HOUSTON (Reuters) - Chinese companies looking to sign long-term agreements to buy crude oil from U.S. oil exporters have virtually disappeared, the chief executive of Enterprise Products Partners LP said on Tuesday.
The United States and China have been embroiled in an increasingly bitter trade dispute for nearly a year, and it escalated recently with the U.S. imposition of 25% tariffs on $200 billion of Chinese goods.
The trade war has all but shut down shipments of U.S. crude to China, and it is unlikely Chinese buyers will sign long-term offtake agreements with U.S. crude exporters right now, Enterprise CEO Jim Teague said on the sidelines of a Houston energy industry conference.
“When I was in China, I heard two words at every meeting: ‘Trump’ and ‘tariffs,’” Teague said.
The Obama administration ended a 40-year ban on U.S. crude exports in 2015 and they have risen sharply ever since. The country now routinely exports more than 3 million barrels per day (bpd) of crude.
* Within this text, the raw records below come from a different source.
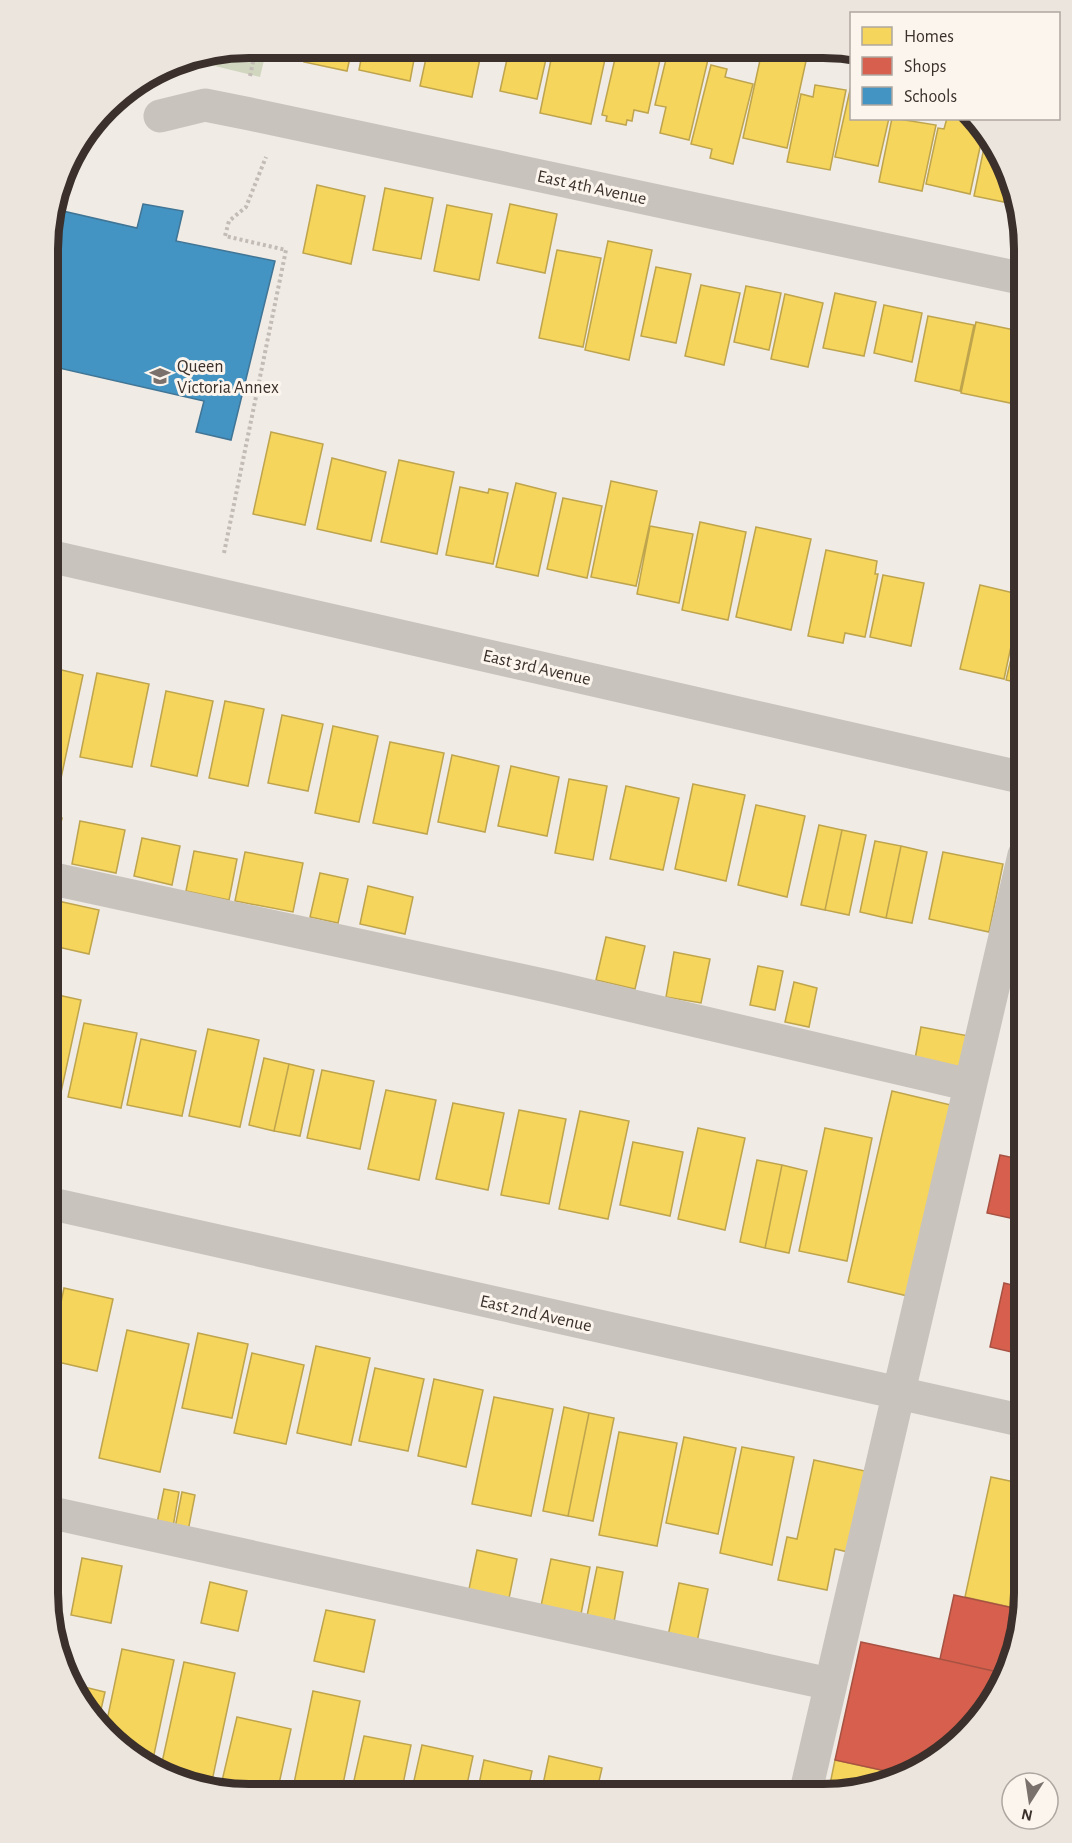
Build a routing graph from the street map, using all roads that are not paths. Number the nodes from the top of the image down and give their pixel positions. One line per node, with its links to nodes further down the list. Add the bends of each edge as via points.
1 (160, 116): 2 (street, East 4th Avenue, via 205,105)
2 (1014, 277)
3 (58, 558): 4 (street, East 3rd Avenue)
4 (1014, 776)
5 (58, 880): 7 (street, via 552,987)
6 (1014, 900): 7 (street)
7 (970, 1085): 9 (street)
8 (58, 1205): 9 (street, East 2nd Avenue)
9 (900, 1394): 10 (street, East 2nd Avenue); 12 (street)
10 (1013, 1419)
11 (58, 1514): 12 (street)
12 (830, 1684): 13 (street)
13 (807, 1784)

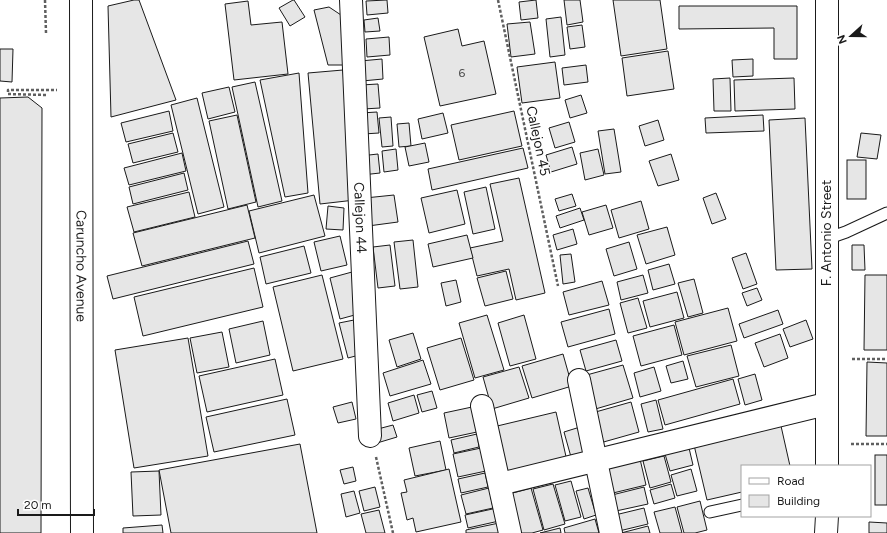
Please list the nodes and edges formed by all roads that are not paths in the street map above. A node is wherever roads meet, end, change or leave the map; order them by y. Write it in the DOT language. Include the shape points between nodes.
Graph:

In the first half of 2018, China was the biggest importer of U.S. crude, averaging 377,000 bpd. In the six months ended February, the most recent data available, it has dropped to 41,600 bpd, according to the U.S. Energy Information Administration.
Enterprise, an oil pipeline and terminal operator, filed for permits in January to build a deep-water crude export terminal capable of handling supertankers some 35 miles (56 km) off the coast of Houston, joining at least seven other firms racing to build such facilities as U.S. exports climb.
Teague said demand for U.S. crude will shift to other countries as U.S. producers pump additional volumes.
“Demand will be what it is regardless of the trade war because trade patterns will just change,” he said. “The big (U.S. oil producers) will be the ones who will make it work.”